§ TASK DESCRIPTION
Restate the data below, keeping every line the same.

§ INPUT RECORDS
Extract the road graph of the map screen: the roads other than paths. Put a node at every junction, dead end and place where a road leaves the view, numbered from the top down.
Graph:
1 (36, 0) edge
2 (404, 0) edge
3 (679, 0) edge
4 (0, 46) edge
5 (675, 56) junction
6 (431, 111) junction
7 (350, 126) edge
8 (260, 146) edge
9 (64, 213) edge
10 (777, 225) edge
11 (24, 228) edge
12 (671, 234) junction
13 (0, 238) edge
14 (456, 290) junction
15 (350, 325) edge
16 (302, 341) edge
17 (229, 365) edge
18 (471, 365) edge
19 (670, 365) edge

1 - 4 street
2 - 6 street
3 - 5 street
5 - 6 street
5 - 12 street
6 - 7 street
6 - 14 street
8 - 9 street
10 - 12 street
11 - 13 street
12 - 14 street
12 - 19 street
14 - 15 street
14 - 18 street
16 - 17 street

§ EXERCISE RESULT
Extract the road graph of the map screen: the roads other than paths. Put a node at every junction, dead end and place where a road leaves the view, numbered from the top down.
Graph:
1 (36, 0) edge
2 (404, 0) edge
3 (679, 0) edge
4 (0, 46) edge
5 (675, 56) junction
6 (431, 111) junction
7 (350, 126) edge
8 (260, 146) edge
9 (64, 213) edge
10 (777, 225) edge
11 (24, 228) edge
12 (671, 234) junction
13 (0, 238) edge
14 (456, 290) junction
15 (350, 325) edge
16 (302, 341) edge
17 (229, 365) edge
18 (471, 365) edge
19 (670, 365) edge

1 - 4 street
2 - 6 street
3 - 5 street
5 - 6 street
5 - 12 street
6 - 7 street
6 - 14 street
8 - 9 street
10 - 12 street
11 - 13 street
12 - 14 street
12 - 19 street
14 - 15 street
14 - 18 street
16 - 17 street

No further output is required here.